◆ **Task to complete**: Leaving the pictures out, transcribe the records below exactly.
BEGIN Data
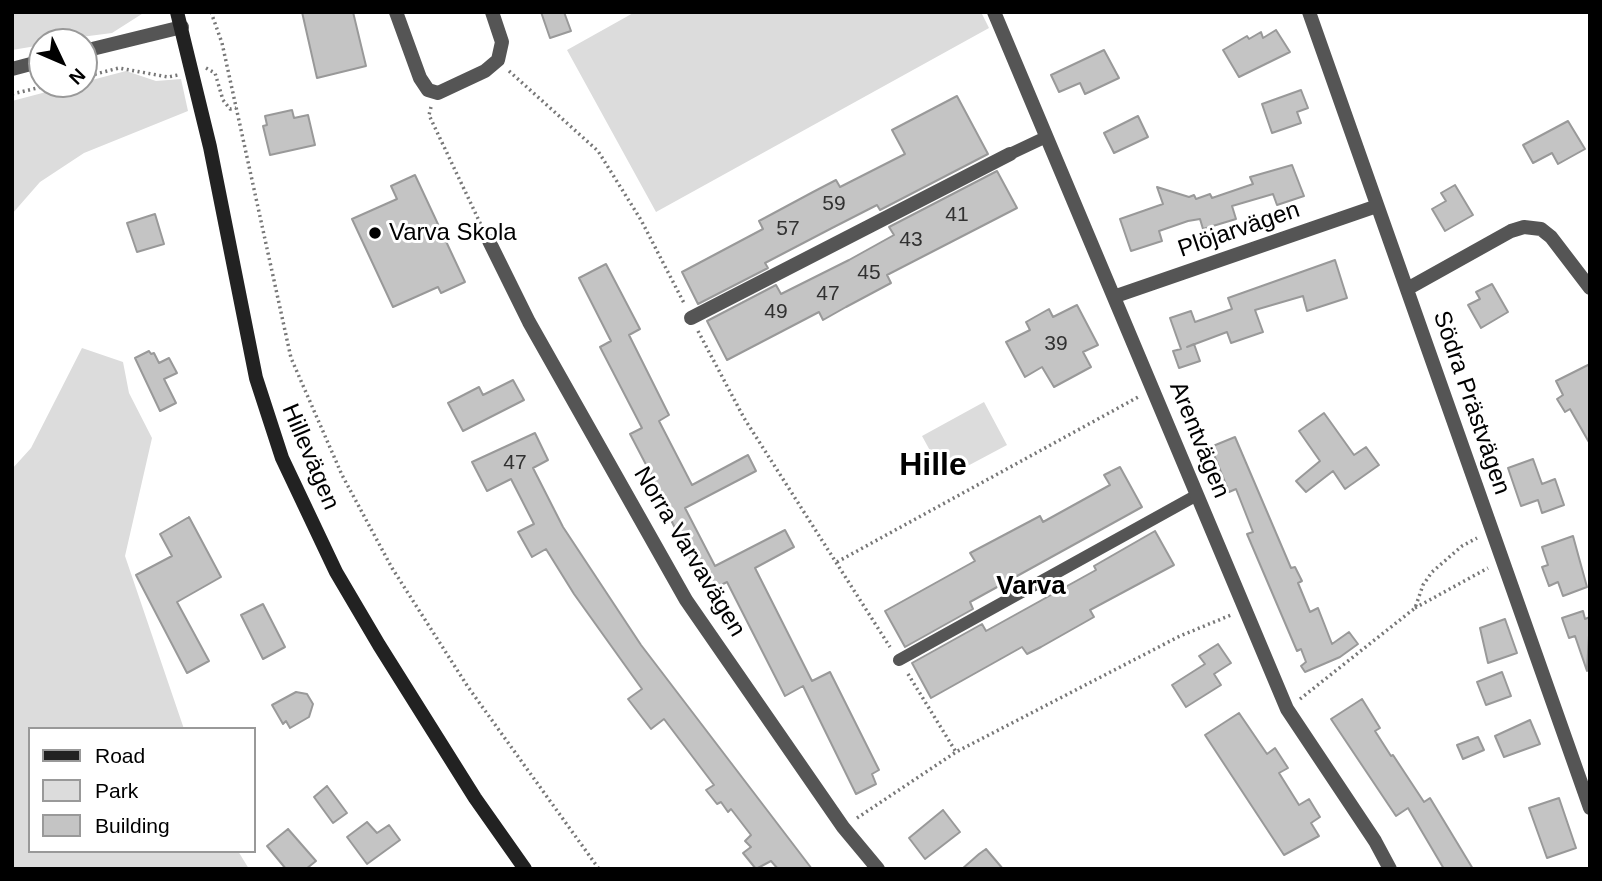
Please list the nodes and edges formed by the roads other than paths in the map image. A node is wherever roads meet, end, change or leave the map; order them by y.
1 (177, 12) edge
2 (396, 12) edge
3 (492, 12) edge
4 (994, 12) edge
5 (1309, 12) edge
6 (182, 27) junction
7 (98, 48) edge
8 (1046, 137) junction
9 (1010, 154) joint
10 (1377, 206) junction
11 (489, 241) road end
12 (1590, 288) edge
13 (1407, 289) junction
14 (1116, 296) junction
15 (691, 318) road end
16 (1197, 495) junction
17 (899, 660) road end
18 (1590, 808) edge
19 (526, 869) edge
20 (878, 869) edge
21 (1390, 869) edge

1 - 6 street, Hillevägen
2 - 3 street
4 - 8 street, Arentvägen
5 - 10 street, Södra Prästvägen
6 - 7 street
6 - 19 street, Hillevägen
8 - 9 lane
8 - 14 street, Arentvägen
9 - 15 street
10 - 13 street, Södra Prästvägen
10 - 14 street, Plöjarvägen
11 - 20 street, Norra Varvavägen
12 - 13 street
13 - 18 street, Södra Prästvägen
14 - 16 street, Arentvägen
16 - 17 lane
16 - 21 street, Arentvägen

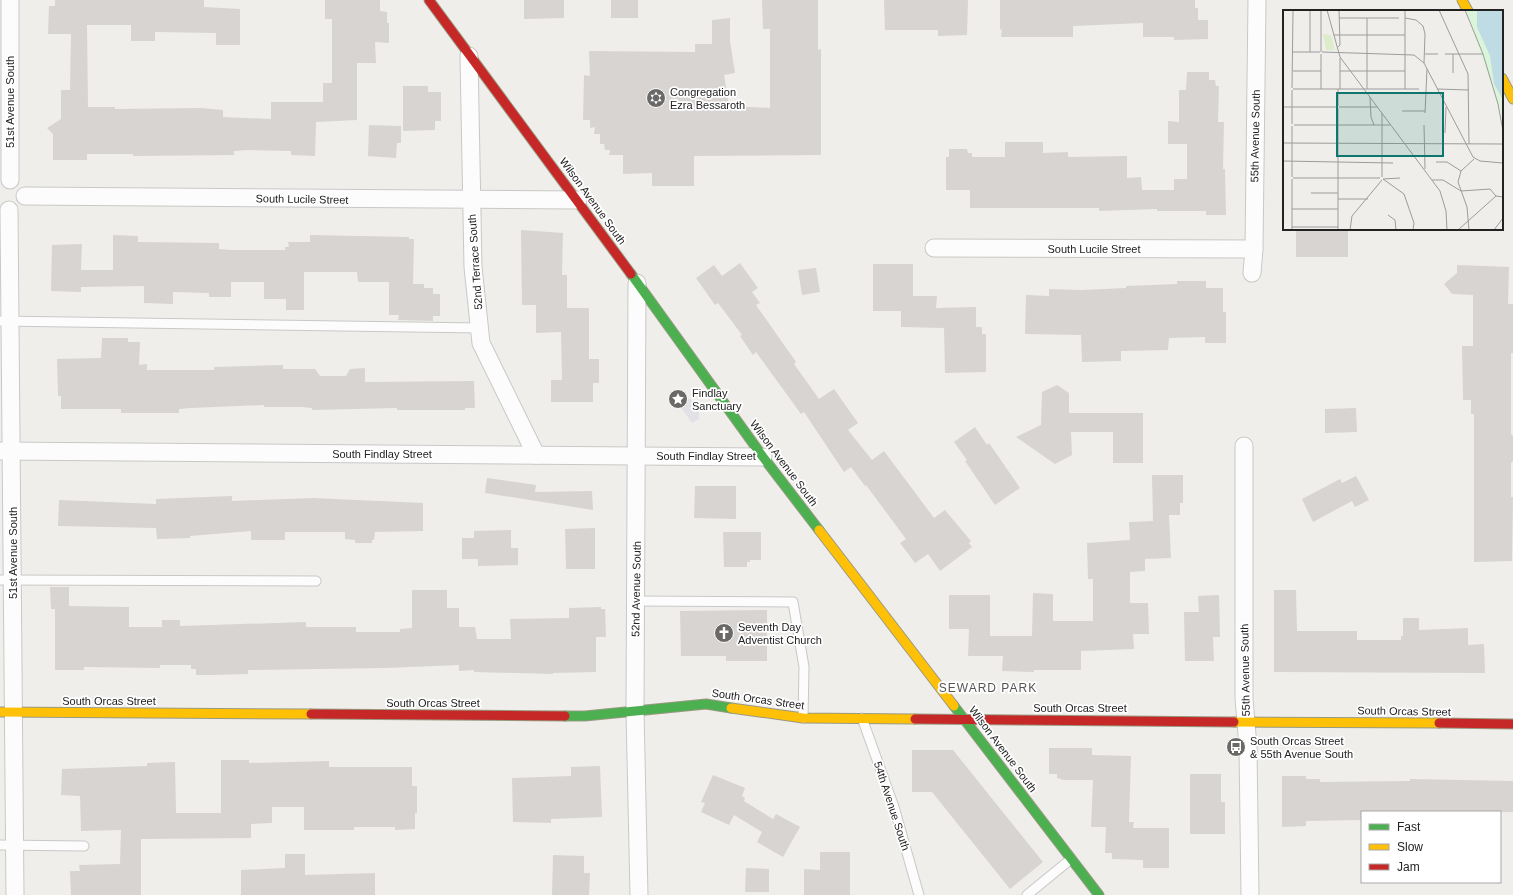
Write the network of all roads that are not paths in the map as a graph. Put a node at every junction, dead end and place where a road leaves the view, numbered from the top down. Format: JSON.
{"nodes":[{"id":1,"x":10,"y":0,"type":"edge"},
{"id":2,"x":429,"y":0,"type":"edge"},
{"id":3,"x":1257,"y":0,"type":"edge"},
{"id":4,"x":1462,"y":0,"type":"edge"},
{"id":5,"x":1467,"y":10,"type":"edge"},
{"id":6,"x":469,"y":56,"type":"junction"},
{"id":7,"x":5,"y":64,"type":"edge"},
{"id":8,"x":1503,"y":80,"type":"edge"},
{"id":9,"x":1513,"y":99,"type":"edge"},
{"id":10,"x":5,"y":182,"type":"edge"},
{"id":11,"x":25,"y":196,"type":"junction"},
{"id":12,"x":471,"y":200,"type":"junction"},
{"id":13,"x":578,"y":200,"type":"junction"},
{"id":14,"x":5,"y":208,"type":"edge"},
{"id":15,"x":934,"y":248,"type":"dead end"},
{"id":16,"x":1254,"y":249,"type":"junction"},
{"id":17,"x":1252,"y":273,"type":"dead end"},
{"id":18,"x":637,"y":283,"type":"junction"},
{"id":19,"x":6,"y":321,"type":"edge"},
{"id":20,"x":480,"y":328,"type":"junction"},
{"id":21,"x":1244,"y":446,"type":"dead end"},
{"id":22,"x":6,"y":451,"type":"edge"},
{"id":23,"x":536,"y":455,"type":"junction"},
{"id":24,"x":638,"y":456,"type":"junction"},
{"id":25,"x":763,"y":457,"type":"junction"},
{"id":26,"x":6,"y":580,"type":"edge"},
{"id":27,"x":316,"y":580,"type":"dead end"},
{"id":28,"x":636,"y":601,"type":"junction"},
{"id":29,"x":636,"y":711,"type":"junction"},
{"id":30,"x":7,"y":712,"type":"edge"},
{"id":31,"x":804,"y":718,"type":"junction"},
{"id":32,"x":862,"y":718,"type":"junction"},
{"id":33,"x":965,"y":719,"type":"junction"},
{"id":34,"x":1245,"y":721,"type":"junction"},
{"id":35,"x":1513,"y":724,"type":"edge"},
{"id":36,"x":7,"y":845,"type":"edge"},
{"id":37,"x":84,"y":846,"type":"dead end"},
{"id":38,"x":1072,"y":859,"type":"junction"},
{"id":39,"x":15,"y":895,"type":"edge"},
{"id":40,"x":639,"y":895,"type":"edge"},
{"id":41,"x":919,"y":895,"type":"edge"},
{"id":42,"x":1027,"y":895,"type":"edge"},
{"id":43,"x":1099,"y":895,"type":"edge"},
{"id":44,"x":1250,"y":895,"type":"edge"}],
"edges":[{"from":1,"to":7,"type":"street","name":"51st Avenue South"},
{"from":2,"to":6,"type":"street","name":"Wilson Avenue South"},
{"from":3,"to":16,"type":"street","name":"55th Avenue South"},
{"from":4,"to":5,"type":"street"},
{"from":6,"to":12,"type":"street","name":"52nd Terrace South"},
{"from":6,"to":13,"type":"street","name":"Wilson Avenue South"},
{"from":7,"to":10,"type":"street","name":"51st Avenue South"},
{"from":8,"to":9,"type":"street"},
{"from":10,"to":11,"type":"street"},
{"from":11,"to":12,"type":"street","name":"South Lucile Street"},
{"from":11,"to":14,"type":"street"},
{"from":12,"to":13,"type":"street","name":"South Lucile Street"},
{"from":12,"to":20,"type":"street","name":"52nd Terrace South"},
{"from":13,"to":18,"type":"street","name":"Wilson Avenue South"},
{"from":14,"to":19,"type":"street","name":"51st Avenue South"},
{"from":15,"to":16,"type":"street","name":"South Lucile Street"},
{"from":16,"to":17,"type":"street","name":"55th Avenue South"},
{"from":18,"to":24,"type":"street","name":"52nd Avenue South"},
{"from":18,"to":25,"type":"street","name":"Wilson Avenue South"},
{"from":19,"to":20,"type":"lane"},
{"from":19,"to":22,"type":"street","name":"51st Avenue South"},
{"from":20,"to":23,"type":"street","name":"52nd Terrace South"},
{"from":21,"to":34,"type":"street","name":"55th Avenue South"},
{"from":22,"to":23,"type":"street","name":"South Findlay Street"},
{"from":22,"to":26,"type":"street","name":"51st Avenue South"},
{"from":23,"to":24,"type":"street","name":"South Findlay Street"},
{"from":24,"to":25,"type":"street","name":"South Findlay Street"},
{"from":24,"to":28,"type":"street","name":"52nd Avenue South"},
{"from":25,"to":33,"type":"street","name":"Wilson Avenue South"},
{"from":26,"to":27,"type":"lane"},
{"from":26,"to":30,"type":"street","name":"51st Avenue South"},
{"from":28,"to":29,"type":"street","name":"52nd Avenue South"},
{"from":28,"to":31,"type":"lane"},
{"from":29,"to":30,"type":"street","name":"South Orcas Street"},
{"from":29,"to":31,"type":"street","name":"South Orcas Street"},
{"from":29,"to":40,"type":"street","name":"52nd Avenue South"},
{"from":30,"to":36,"type":"street","name":"51st Avenue South"},
{"from":31,"to":32,"type":"street","name":"South Orcas Street"},
{"from":32,"to":33,"type":"street","name":"South Orcas Street"},
{"from":32,"to":41,"type":"lane","name":"54th Avenue South"},
{"from":33,"to":34,"type":"street","name":"South Orcas Street"},
{"from":33,"to":38,"type":"street","name":"Wilson Avenue South"},
{"from":34,"to":35,"type":"street","name":"South Orcas Street"},
{"from":34,"to":44,"type":"street","name":"55th Avenue South"},
{"from":36,"to":37,"type":"lane"},
{"from":36,"to":39,"type":"street","name":"51st Avenue South"},
{"from":38,"to":42,"type":"lane"},
{"from":38,"to":43,"type":"street","name":"Wilson Avenue South"}]}
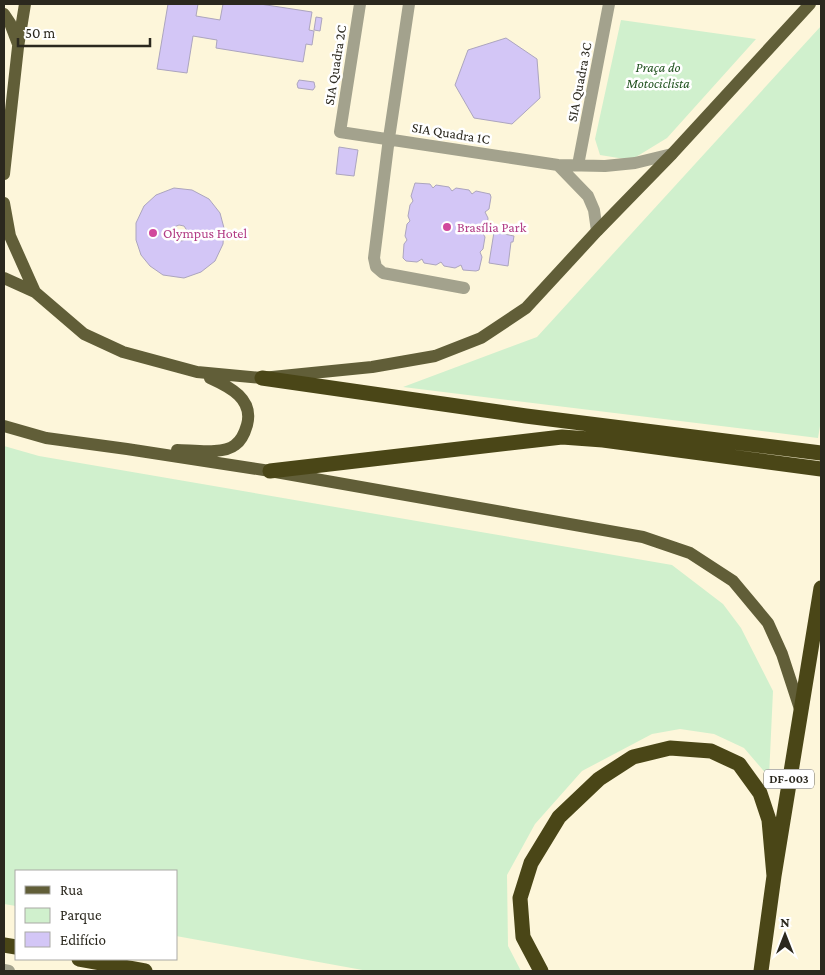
END Data
◆ **Your response**:
Please list the nodes and edges formed by the roads other than paths in the map image. A node is wherever roads meet, end, change or leave the map; order them by y.
1 (177, 12) edge
2 (396, 12) edge
3 (492, 12) edge
4 (994, 12) edge
5 (1309, 12) edge
6 (182, 27) junction
7 (98, 48) edge
8 (1046, 137) junction
9 (1010, 154) joint
10 (1377, 206) junction
11 (489, 241) road end
12 (1590, 288) edge
13 (1407, 289) junction
14 (1116, 296) junction
15 (691, 318) road end
16 (1197, 495) junction
17 (899, 660) road end
18 (1590, 808) edge
19 (526, 869) edge
20 (878, 869) edge
21 (1390, 869) edge

1 - 6 street, Hillevägen
2 - 3 street
4 - 8 street, Arentvägen
5 - 10 street, Södra Prästvägen
6 - 7 street
6 - 19 street, Hillevägen
8 - 9 lane
8 - 14 street, Arentvägen
9 - 15 street
10 - 13 street, Södra Prästvägen
10 - 14 street, Plöjarvägen
11 - 20 street, Norra Varvavägen
12 - 13 street
13 - 18 street, Södra Prästvägen
14 - 16 street, Arentvägen
16 - 17 lane
16 - 21 street, Arentvägen

Write the network of all roads that are not paths in the map as a graph. Put a node at every junction, dead end and place where a road leaves the view, numbered from the top down. Format: JSON.
{"nodes":[{"id":1,"x":10,"y":0,"type":"edge"},
{"id":2,"x":429,"y":0,"type":"edge"},
{"id":3,"x":1257,"y":0,"type":"edge"},
{"id":4,"x":1462,"y":0,"type":"edge"},
{"id":5,"x":1467,"y":10,"type":"edge"},
{"id":6,"x":469,"y":56,"type":"junction"},
{"id":7,"x":5,"y":64,"type":"edge"},
{"id":8,"x":1503,"y":80,"type":"edge"},
{"id":9,"x":1513,"y":99,"type":"edge"},
{"id":10,"x":5,"y":182,"type":"edge"},
{"id":11,"x":25,"y":196,"type":"junction"},
{"id":12,"x":471,"y":200,"type":"junction"},
{"id":13,"x":578,"y":200,"type":"junction"},
{"id":14,"x":5,"y":208,"type":"edge"},
{"id":15,"x":934,"y":248,"type":"dead end"},
{"id":16,"x":1254,"y":249,"type":"junction"},
{"id":17,"x":1252,"y":273,"type":"dead end"},
{"id":18,"x":637,"y":283,"type":"junction"},
{"id":19,"x":6,"y":321,"type":"edge"},
{"id":20,"x":480,"y":328,"type":"junction"},
{"id":21,"x":1244,"y":446,"type":"dead end"},
{"id":22,"x":6,"y":451,"type":"edge"},
{"id":23,"x":536,"y":455,"type":"junction"},
{"id":24,"x":638,"y":456,"type":"junction"},
{"id":25,"x":763,"y":457,"type":"junction"},
{"id":26,"x":6,"y":580,"type":"edge"},
{"id":27,"x":316,"y":580,"type":"dead end"},
{"id":28,"x":636,"y":601,"type":"junction"},
{"id":29,"x":636,"y":711,"type":"junction"},
{"id":30,"x":7,"y":712,"type":"edge"},
{"id":31,"x":804,"y":718,"type":"junction"},
{"id":32,"x":862,"y":718,"type":"junction"},
{"id":33,"x":965,"y":719,"type":"junction"},
{"id":34,"x":1245,"y":721,"type":"junction"},
{"id":35,"x":1513,"y":724,"type":"edge"},
{"id":36,"x":7,"y":845,"type":"edge"},
{"id":37,"x":84,"y":846,"type":"dead end"},
{"id":38,"x":1072,"y":859,"type":"junction"},
{"id":39,"x":15,"y":895,"type":"edge"},
{"id":40,"x":639,"y":895,"type":"edge"},
{"id":41,"x":919,"y":895,"type":"edge"},
{"id":42,"x":1027,"y":895,"type":"edge"},
{"id":43,"x":1099,"y":895,"type":"edge"},
{"id":44,"x":1250,"y":895,"type":"edge"}],
"edges":[{"from":1,"to":7,"type":"street","name":"51st Avenue South"},
{"from":2,"to":6,"type":"street","name":"Wilson Avenue South"},
{"from":3,"to":16,"type":"street","name":"55th Avenue South"},
{"from":4,"to":5,"type":"street"},
{"from":6,"to":12,"type":"street","name":"52nd Terrace South"},
{"from":6,"to":13,"type":"street","name":"Wilson Avenue South"},
{"from":7,"to":10,"type":"street","name":"51st Avenue South"},
{"from":8,"to":9,"type":"street"},
{"from":10,"to":11,"type":"street"},
{"from":11,"to":12,"type":"street","name":"South Lucile Street"},
{"from":11,"to":14,"type":"street"},
{"from":12,"to":13,"type":"street","name":"South Lucile Street"},
{"from":12,"to":20,"type":"street","name":"52nd Terrace South"},
{"from":13,"to":18,"type":"street","name":"Wilson Avenue South"},
{"from":14,"to":19,"type":"street","name":"51st Avenue South"},
{"from":15,"to":16,"type":"street","name":"South Lucile Street"},
{"from":16,"to":17,"type":"street","name":"55th Avenue South"},
{"from":18,"to":24,"type":"street","name":"52nd Avenue South"},
{"from":18,"to":25,"type":"street","name":"Wilson Avenue South"},
{"from":19,"to":20,"type":"lane"},
{"from":19,"to":22,"type":"street","name":"51st Avenue South"},
{"from":20,"to":23,"type":"street","name":"52nd Terrace South"},
{"from":21,"to":34,"type":"street","name":"55th Avenue South"},
{"from":22,"to":23,"type":"street","name":"South Findlay Street"},
{"from":22,"to":26,"type":"street","name":"51st Avenue South"},
{"from":23,"to":24,"type":"street","name":"South Findlay Street"},
{"from":24,"to":25,"type":"street","name":"South Findlay Street"},
{"from":24,"to":28,"type":"street","name":"52nd Avenue South"},
{"from":25,"to":33,"type":"street","name":"Wilson Avenue South"},
{"from":26,"to":27,"type":"lane"},
{"from":26,"to":30,"type":"street","name":"51st Avenue South"},
{"from":28,"to":29,"type":"street","name":"52nd Avenue South"},
{"from":28,"to":31,"type":"lane"},
{"from":29,"to":30,"type":"street","name":"South Orcas Street"},
{"from":29,"to":31,"type":"street","name":"South Orcas Street"},
{"from":29,"to":40,"type":"street","name":"52nd Avenue South"},
{"from":30,"to":36,"type":"street","name":"51st Avenue South"},
{"from":31,"to":32,"type":"street","name":"South Orcas Street"},
{"from":32,"to":33,"type":"street","name":"South Orcas Street"},
{"from":32,"to":41,"type":"lane","name":"54th Avenue South"},
{"from":33,"to":34,"type":"street","name":"South Orcas Street"},
{"from":33,"to":38,"type":"street","name":"Wilson Avenue South"},
{"from":34,"to":35,"type":"street","name":"South Orcas Street"},
{"from":34,"to":44,"type":"street","name":"55th Avenue South"},
{"from":36,"to":37,"type":"lane"},
{"from":36,"to":39,"type":"street","name":"51st Avenue South"},
{"from":38,"to":42,"type":"lane"},
{"from":38,"to":43,"type":"street","name":"Wilson Avenue South"}]}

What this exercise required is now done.